Stored dataset items:
_ _ _
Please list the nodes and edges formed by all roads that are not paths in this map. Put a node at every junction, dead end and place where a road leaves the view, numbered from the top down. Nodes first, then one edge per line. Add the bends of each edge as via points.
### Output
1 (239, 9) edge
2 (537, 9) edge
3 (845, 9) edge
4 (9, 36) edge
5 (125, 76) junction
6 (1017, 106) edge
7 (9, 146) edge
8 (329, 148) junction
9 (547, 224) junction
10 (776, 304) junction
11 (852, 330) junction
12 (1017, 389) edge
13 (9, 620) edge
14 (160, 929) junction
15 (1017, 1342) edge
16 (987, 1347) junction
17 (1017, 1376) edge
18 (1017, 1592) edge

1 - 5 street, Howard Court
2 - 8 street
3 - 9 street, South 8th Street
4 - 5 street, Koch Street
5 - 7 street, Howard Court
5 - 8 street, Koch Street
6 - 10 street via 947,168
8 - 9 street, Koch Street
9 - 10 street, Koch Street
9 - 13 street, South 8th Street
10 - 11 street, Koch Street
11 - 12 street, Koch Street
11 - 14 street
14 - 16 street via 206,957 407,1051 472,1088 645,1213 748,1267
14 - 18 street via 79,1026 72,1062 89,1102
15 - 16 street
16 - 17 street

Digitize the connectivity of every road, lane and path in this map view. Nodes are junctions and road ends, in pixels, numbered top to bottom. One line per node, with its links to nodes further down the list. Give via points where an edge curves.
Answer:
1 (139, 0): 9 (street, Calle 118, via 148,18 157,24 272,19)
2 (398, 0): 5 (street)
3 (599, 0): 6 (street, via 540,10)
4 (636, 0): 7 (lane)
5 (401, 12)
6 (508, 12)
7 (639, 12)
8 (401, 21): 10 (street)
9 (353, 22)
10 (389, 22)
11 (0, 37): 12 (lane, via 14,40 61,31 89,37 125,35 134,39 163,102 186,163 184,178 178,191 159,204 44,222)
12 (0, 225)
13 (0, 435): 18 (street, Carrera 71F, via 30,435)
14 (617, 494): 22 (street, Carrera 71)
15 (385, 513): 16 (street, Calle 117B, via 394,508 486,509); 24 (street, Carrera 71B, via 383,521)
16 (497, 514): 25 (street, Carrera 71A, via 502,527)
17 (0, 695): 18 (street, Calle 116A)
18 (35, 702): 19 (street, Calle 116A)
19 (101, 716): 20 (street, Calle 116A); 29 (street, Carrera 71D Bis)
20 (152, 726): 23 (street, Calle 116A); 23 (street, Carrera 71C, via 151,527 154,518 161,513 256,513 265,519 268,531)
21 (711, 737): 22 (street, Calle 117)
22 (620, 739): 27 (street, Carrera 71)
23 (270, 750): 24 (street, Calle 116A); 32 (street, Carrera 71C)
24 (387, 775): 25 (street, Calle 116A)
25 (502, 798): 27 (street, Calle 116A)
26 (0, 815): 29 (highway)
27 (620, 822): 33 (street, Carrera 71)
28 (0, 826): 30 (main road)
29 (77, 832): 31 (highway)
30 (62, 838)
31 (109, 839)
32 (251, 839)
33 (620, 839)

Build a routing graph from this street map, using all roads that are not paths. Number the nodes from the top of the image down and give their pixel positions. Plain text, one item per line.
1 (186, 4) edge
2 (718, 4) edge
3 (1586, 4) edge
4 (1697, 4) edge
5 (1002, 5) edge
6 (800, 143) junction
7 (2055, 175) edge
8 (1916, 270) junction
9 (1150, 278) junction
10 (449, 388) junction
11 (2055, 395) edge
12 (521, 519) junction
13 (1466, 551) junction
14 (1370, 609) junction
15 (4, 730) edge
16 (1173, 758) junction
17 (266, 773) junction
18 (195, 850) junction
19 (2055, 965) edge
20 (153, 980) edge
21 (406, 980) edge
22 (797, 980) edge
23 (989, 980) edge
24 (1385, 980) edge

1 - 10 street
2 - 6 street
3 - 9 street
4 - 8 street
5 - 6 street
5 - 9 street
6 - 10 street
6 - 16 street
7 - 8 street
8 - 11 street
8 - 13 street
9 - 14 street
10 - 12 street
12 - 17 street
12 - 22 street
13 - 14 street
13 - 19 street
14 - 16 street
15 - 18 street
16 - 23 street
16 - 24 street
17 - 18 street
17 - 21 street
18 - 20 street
_ _ _
> [WHAT THE EXERCISE ASKS]: Print the data word for word.

> [EXERCISE ANSWER]:
Please list the nodes and edges formed by all roads that are not paths in this map. Put a node at every junction, dead end and place where a road leaves the view, numbered from the top down. Nodes first, then one edge per line. Add the bends of each edge as via points.
### Output
1 (239, 9) edge
2 (537, 9) edge
3 (845, 9) edge
4 (9, 36) edge
5 (125, 76) junction
6 (1017, 106) edge
7 (9, 146) edge
8 (329, 148) junction
9 (547, 224) junction
10 (776, 304) junction
11 (852, 330) junction
12 (1017, 389) edge
13 (9, 620) edge
14 (160, 929) junction
15 (1017, 1342) edge
16 (987, 1347) junction
17 (1017, 1376) edge
18 (1017, 1592) edge

1 - 5 street, Howard Court
2 - 8 street
3 - 9 street, South 8th Street
4 - 5 street, Koch Street
5 - 7 street, Howard Court
5 - 8 street, Koch Street
6 - 10 street via 947,168
8 - 9 street, Koch Street
9 - 10 street, Koch Street
9 - 13 street, South 8th Street
10 - 11 street, Koch Street
11 - 12 street, Koch Street
11 - 14 street
14 - 16 street via 206,957 407,1051 472,1088 645,1213 748,1267
14 - 18 street via 79,1026 72,1062 89,1102
15 - 16 street
16 - 17 street

Digitize the connectivity of every road, lane and path in this map view. Nodes are junctions and road ends, in pixels, numbered top to bottom. One line per node, with its links to nodes further down the list. Give via points where an edge curves.
Answer:
1 (139, 0): 9 (street, Calle 118, via 148,18 157,24 272,19)
2 (398, 0): 5 (street)
3 (599, 0): 6 (street, via 540,10)
4 (636, 0): 7 (lane)
5 (401, 12)
6 (508, 12)
7 (639, 12)
8 (401, 21): 10 (street)
9 (353, 22)
10 (389, 22)
11 (0, 37): 12 (lane, via 14,40 61,31 89,37 125,35 134,39 163,102 186,163 184,178 178,191 159,204 44,222)
12 (0, 225)
13 (0, 435): 18 (street, Carrera 71F, via 30,435)
14 (617, 494): 22 (street, Carrera 71)
15 (385, 513): 16 (street, Calle 117B, via 394,508 486,509); 24 (street, Carrera 71B, via 383,521)
16 (497, 514): 25 (street, Carrera 71A, via 502,527)
17 (0, 695): 18 (street, Calle 116A)
18 (35, 702): 19 (street, Calle 116A)
19 (101, 716): 20 (street, Calle 116A); 29 (street, Carrera 71D Bis)
20 (152, 726): 23 (street, Calle 116A); 23 (street, Carrera 71C, via 151,527 154,518 161,513 256,513 265,519 268,531)
21 (711, 737): 22 (street, Calle 117)
22 (620, 739): 27 (street, Carrera 71)
23 (270, 750): 24 (street, Calle 116A); 32 (street, Carrera 71C)
24 (387, 775): 25 (street, Calle 116A)
25 (502, 798): 27 (street, Calle 116A)
26 (0, 815): 29 (highway)
27 (620, 822): 33 (street, Carrera 71)
28 (0, 826): 30 (main road)
29 (77, 832): 31 (highway)
30 (62, 838)
31 (109, 839)
32 (251, 839)
33 (620, 839)

Build a routing graph from this street map, using all roads that are not paths. Number the nodes from the top of the image down and give their pixel positions. Plain text, one item per line.
1 (186, 4) edge
2 (718, 4) edge
3 (1586, 4) edge
4 (1697, 4) edge
5 (1002, 5) edge
6 (800, 143) junction
7 (2055, 175) edge
8 (1916, 270) junction
9 (1150, 278) junction
10 (449, 388) junction
11 (2055, 395) edge
12 (521, 519) junction
13 (1466, 551) junction
14 (1370, 609) junction
15 (4, 730) edge
16 (1173, 758) junction
17 (266, 773) junction
18 (195, 850) junction
19 (2055, 965) edge
20 (153, 980) edge
21 (406, 980) edge
22 (797, 980) edge
23 (989, 980) edge
24 (1385, 980) edge

1 - 10 street
2 - 6 street
3 - 9 street
4 - 8 street
5 - 6 street
5 - 9 street
6 - 10 street
6 - 16 street
7 - 8 street
8 - 11 street
8 - 13 street
9 - 14 street
10 - 12 street
12 - 17 street
12 - 22 street
13 - 14 street
13 - 19 street
14 - 16 street
15 - 18 street
16 - 23 street
16 - 24 street
17 - 18 street
17 - 21 street
18 - 20 street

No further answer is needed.